**Problem:** In the data below, which lines hold "Northwest"? Copy every one.

[Stored data]
━━━━

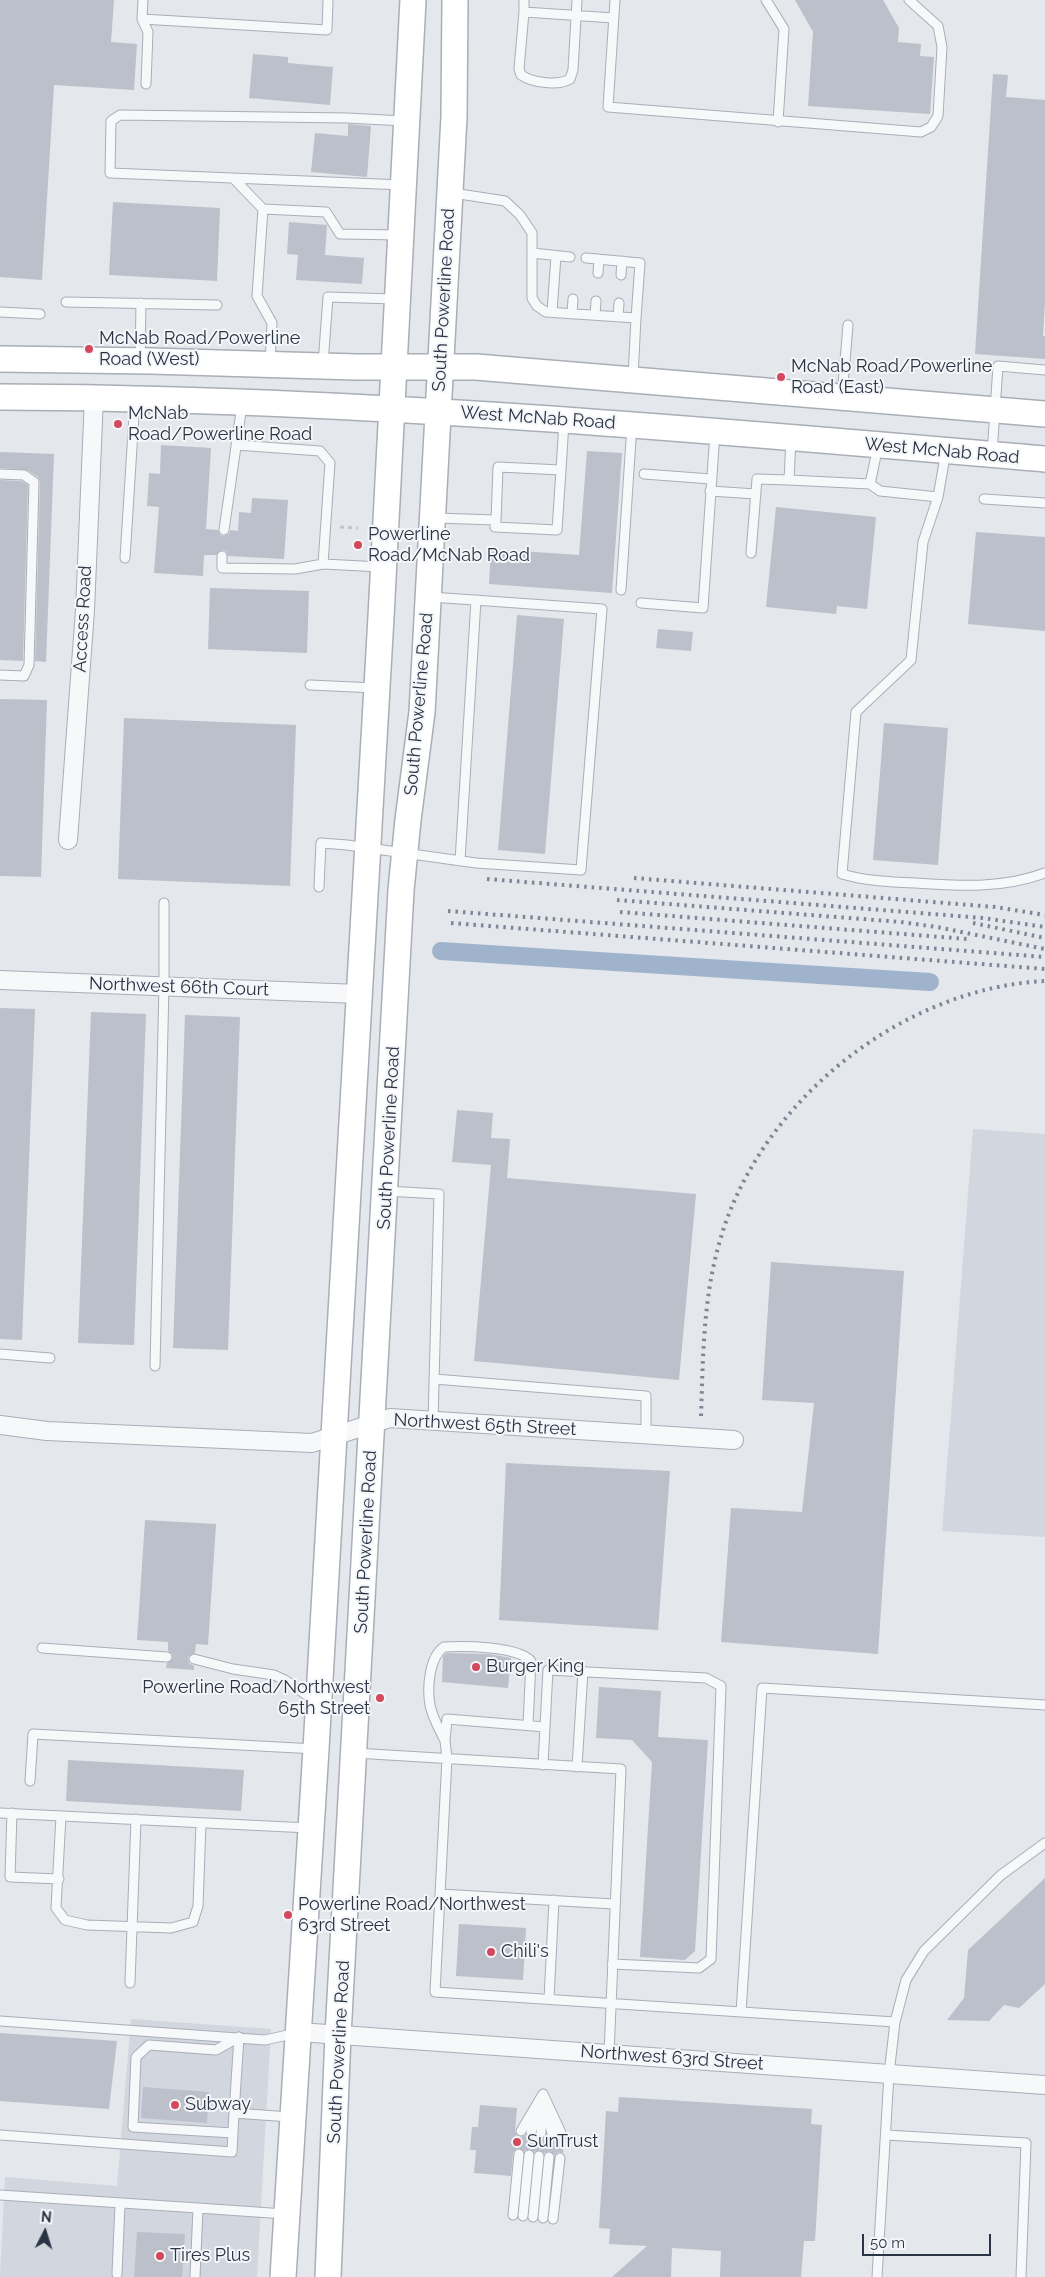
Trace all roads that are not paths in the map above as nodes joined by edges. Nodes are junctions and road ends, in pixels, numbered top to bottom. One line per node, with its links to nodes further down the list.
1 (143, 0): 13 (lane)
2 (328, 0): 13 (lane)
3 (413, 0): 15 (main road)
4 (455, 0): 19 (main road, South Powerline Road)
5 (524, 0): 10 (lane)
6 (577, 0): 11 (lane)
7 (615, 0): 12 (lane)
8 (766, 0): 16 (lane)
9 (909, 0): 16 (lane)
10 (524, 12): 11 (lane); 11 (lane)
11 (577, 16): 12 (lane)
12 (614, 18): 16 (lane)
13 (142, 19): 14 (lane)
14 (146, 84)
15 (407, 121): 17 (lane); 18 (main road)
16 (778, 122)
17 (234, 180): 18 (lane); 20 (lane)
18 (403, 185): 21 (main road)
19 (450, 193): 22 (lane); 50 (main road, South Powerline Road)
20 (263, 209): 21 (lane); 47 (lane)
21 (402, 236): 30 (main road)
22 (532, 254): 23 (lane); 38 (lane)
23 (556, 256): 24 (lane); 38 (lane)
24 (570, 257)
25 (586, 258): 26 (lane)
26 (599, 259): 27 (lane); 28 (lane)
27 (622, 261): 29 (lane); 43 (lane)
28 (598, 273)
29 (621, 275)
30 (398, 300): 48 (lane); 49 (main road)
31 (573, 300): 40 (lane)
32 (596, 301): 41 (lane)
33 (66, 302): 34 (lane)
34 (141, 303): 36 (lane); 46 (lane)
35 (619, 303): 42 (lane)
36 (216, 305)
37 (0, 312): 39 (lane)
38 (552, 312): 40 (lane)
39 (40, 314)
40 (572, 314): 41 (lane)
41 (596, 316): 42 (lane)
42 (618, 317): 43 (lane)
43 (636, 318): 52 (lane)
44 (848, 325): 56 (lane)
45 (0, 359): 46 (main road)
46 (140, 360): 47 (main road)
47 (270, 364): 48 (main road)
48 (323, 366): 49 (main road)
49 (393, 367): 50 (main road); 58 (main road)
50 (441, 367): 52 (main road); 60 (main road, South Powerline Road)
51 (1045, 370): 59 (lane)
52 (633, 380): 56 (main road)
53 (0, 397): 54 (main road, West McNab Road)
54 (94, 397): 55 (main road, West McNab Road); 97 (street, Access Road)
55 (136, 397): 57 (main road, West McNab Road); 87 (lane)
56 (842, 397): 59 (main road)
57 (242, 402): 58 (main road, West McNab Road); 66 (lane)
58 (391, 408): 60 (main road, West McNab Road); 89 (main road)
59 (995, 410): 61 (main road); 69 (lane)
60 (438, 411): 62 (main road, West McNab Road); 82 (main road, South Powerline Road)
61 (1045, 414)
62 (564, 419): 63 (main road, West McNab Road); 71 (lane)
63 (632, 425): 64 (main road, West McNab Road); 90 (lane)
64 (714, 432): 65 (main road, West McNab Road); 74 (lane)
65 (791, 438): 67 (main road, West McNab Road); 75 (lane)
66 (236, 444): 84 (lane); 88 (lane)
67 (878, 445): 68 (main road, West McNab Road); 76 (lane)
68 (946, 451): 69 (main road, West McNab Road); 79 (lane)
69 (992, 454): 70 (main road, West McNab Road)
70 (1045, 459)
71 (561, 470): 83 (lane); 83 (lane)
72 (0, 474): 94 (lane)
73 (644, 474): 74 (lane)
74 (711, 479): 77 (lane)
75 (789, 480): 76 (lane); 78 (lane)
76 (870, 484): 79 (lane)
77 (710, 492): 78 (lane); 93 (lane)
78 (756, 494): 85 (lane)
79 (938, 496): 101 (lane)
80 (984, 499): 81 (lane)
81 (1045, 503)
82 (432, 518): 83 (lane); 91 (main road, South Powerline Road)
83 (496, 520)
84 (224, 530)
85 (751, 553)
86 (222, 556): 88 (lane)
87 (125, 558)
88 (323, 564): 89 (lane)
89 (383, 568): 96 (main road)
90 (621, 590)
91 (428, 597): 92 (lane); 99 (main road, South Powerline Road)
92 (476, 600): 100 (lane); 100 (lane)
93 (641, 603)
94 (0, 675)
95 (310, 685): 96 (lane)
96 (377, 688): 98 (main road)
97 (68, 840)
98 (367, 848): 99 (lane); 102 (lane); 106 (main road)
99 (404, 853): 100 (lane); 107 (main road, South Powerline Road)
100 (460, 861)
101 (1045, 873)
102 (319, 888)
103 (164, 904): 105 (lane)
104 (0, 980): 105 (street, Northwest 66th Court)
105 (164, 986): 106 (street, Northwest 66th Court); 110 (lane)
106 (359, 994): 116 (main road)
107 (386, 1191): 111 (lane); 113 (main road, South Powerline Road)
108 (0, 1354): 109 (lane)
109 (50, 1358)
110 (155, 1366)
111 (434, 1379): 112 (lane); 115 (lane)
112 (432, 1421): 113 (street, Northwest 65th Street); 115 (street, Northwest 65th Street)
113 (373, 1424): 116 (street, Northwest 65th Street); 128 (main road, South Powerline Road)
114 (0, 1425): 116 (street, Northwest 65th Street)
115 (646, 1435): 117 (street, Northwest 65th Street)
116 (334, 1436): 122 (main road)
117 (734, 1440)
118 (42, 1648): 119 (lane)
119 (167, 1657)
120 (194, 1660): 122 (lane)
121 (583, 1671): 125 (lane); 131 (lane); 145 (lane)
122 (319, 1704): 127 (main road)
123 (1045, 1705): 149 (lane)
124 (528, 1725): 125 (lane); 126 (lane); 126 (lane)
125 (545, 1727): 130 (lane)
126 (445, 1741): 129 (lane)
127 (316, 1749): 132 (lane); 138 (main road)
128 (354, 1753): 129 (lane); 153 (main road, South Powerline Road)
129 (448, 1758): 130 (lane); 141 (lane)
130 (543, 1764): 131 (lane)
131 (577, 1767): 143 (lane)
132 (30, 1781)
133 (0, 1813): 134 (lane)
134 (12, 1814): 135 (lane); 140 (lane)
135 (61, 1816): 136 (lane); 140 (lane)
136 (136, 1820): 137 (lane); 144 (lane)
137 (201, 1823): 138 (lane); 144 (lane)
138 (312, 1828): 152 (main road)
139 (1045, 1843): 151 (lane)
140 (59, 1879): 144 (lane)
141 (440, 1894): 142 (lane); 147 (lane)
142 (554, 1900): 143 (lane); 147 (lane)
143 (614, 1904): 145 (lane)
144 (132, 1926): 146 (lane)
145 (612, 1964): 148 (lane)
146 (130, 1983)
147 (549, 1999): 148 (lane)
148 (610, 2003): 149 (lane); 155 (lane)
149 (741, 2012): 151 (lane)
150 (0, 2021): 154 (lane)
151 (895, 2022): 156 (lane)
152 (299, 2032): 153 (street, Northwest 63rd Street); 154 (lane); 160 (main road)
153 (338, 2035): 155 (street, Northwest 63rd Street); 186 (main road, South Powerline Road)
154 (239, 2037): 159 (lane); 163 (lane)
155 (609, 2054): 156 (street, Northwest 63rd Street)
156 (889, 2074): 157 (street, Northwest 63rd Street); 168 (lane)
157 (1045, 2085)
158 (543, 2094): 161 (lane); 162 (lane); 164 (lane); 165 (lane); 166 (lane)
159 (234, 2113): 160 (lane); 163 (lane)
160 (294, 2117): 177 (main road)
161 (521, 2131)
162 (531, 2132)
163 (233, 2133): 167 (lane)
164 (542, 2133)
165 (552, 2134)
166 (562, 2134)
167 (0, 2135)
168 (886, 2135): 187 (lane); 188 (lane)
169 (519, 2154): 178 (lane)
170 (529, 2155): 179 (lane)
171 (539, 2156): 180 (lane)
172 (549, 2157): 181 (lane)
173 (560, 2158): 182 (lane)
174 (0, 2195): 175 (lane)
175 (120, 2204): 176 (lane); 183 (lane)
176 (198, 2208): 177 (lane); 184 (lane)
177 (287, 2214): 185 (main road)
178 (513, 2215)
179 (523, 2216)
180 (533, 2217)
181 (543, 2218)
182 (553, 2219)
183 (117, 2274)
184 (195, 2277)
185 (283, 2277)
186 (328, 2277)
187 (877, 2277)
188 (1021, 2277)

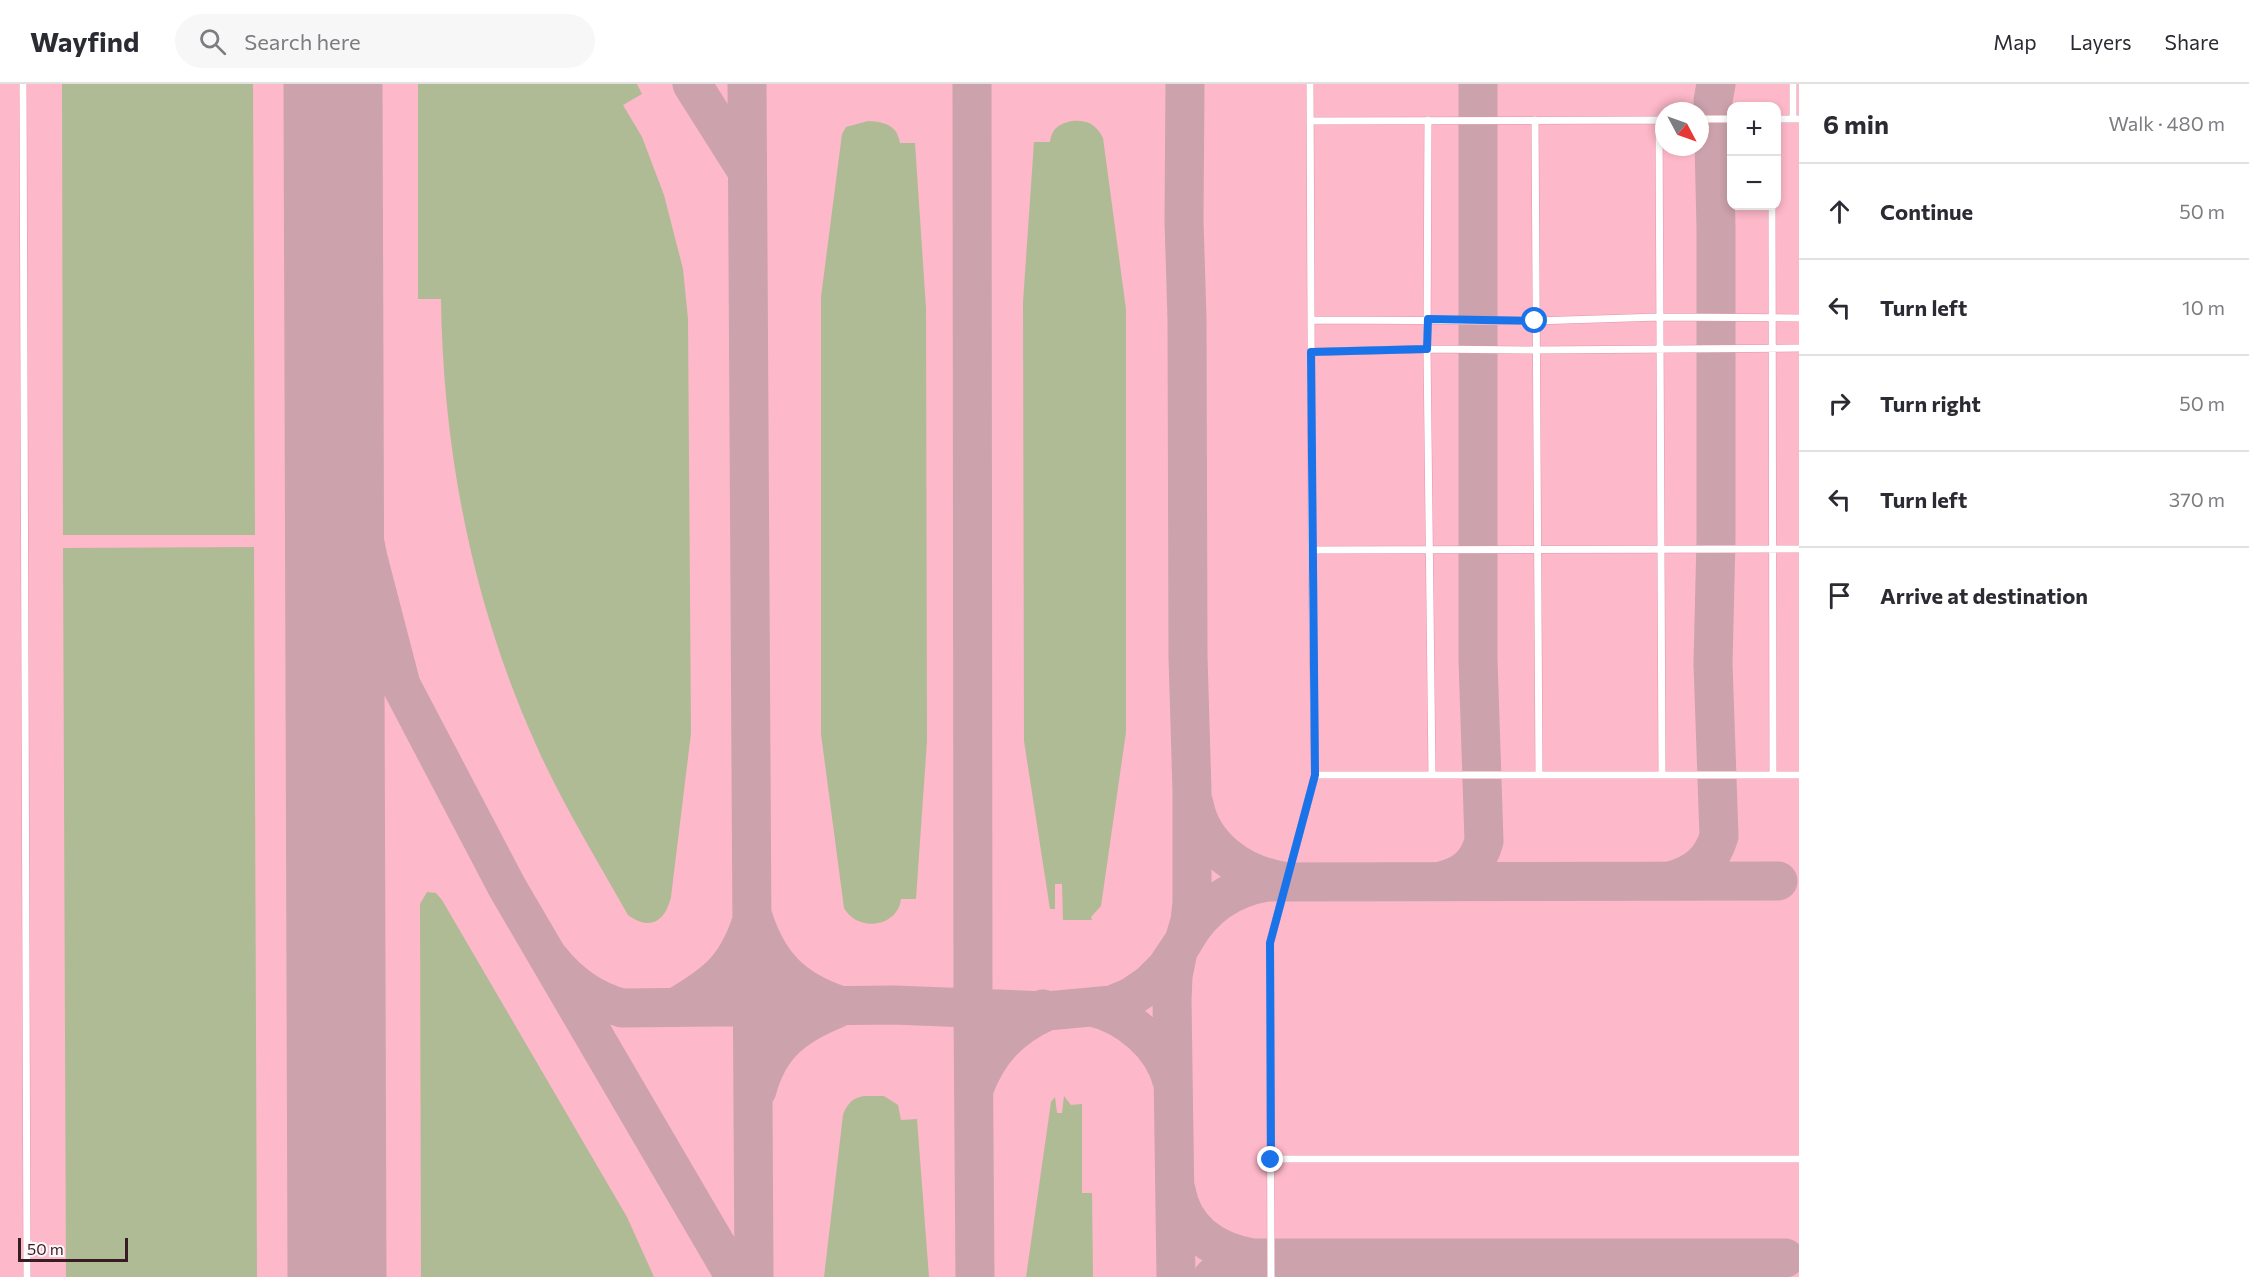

━━━━

**Solution:**
104 (0, 980): 105 (street, Northwest 66th Court)
105 (164, 986): 106 (street, Northwest 66th Court); 110 (lane)
112 (432, 1421): 113 (street, Northwest 65th Street); 115 (street, Northwest 65th Street)
113 (373, 1424): 116 (street, Northwest 65th Street); 128 (main road, South Powerline Road)
114 (0, 1425): 116 (street, Northwest 65th Street)
115 (646, 1435): 117 (street, Northwest 65th Street)
152 (299, 2032): 153 (street, Northwest 63rd Street); 154 (lane); 160 (main road)
153 (338, 2035): 155 (street, Northwest 63rd Street); 186 (main road, South Powerline Road)
155 (609, 2054): 156 (street, Northwest 63rd Street)
156 (889, 2074): 157 (street, Northwest 63rd Street); 168 (lane)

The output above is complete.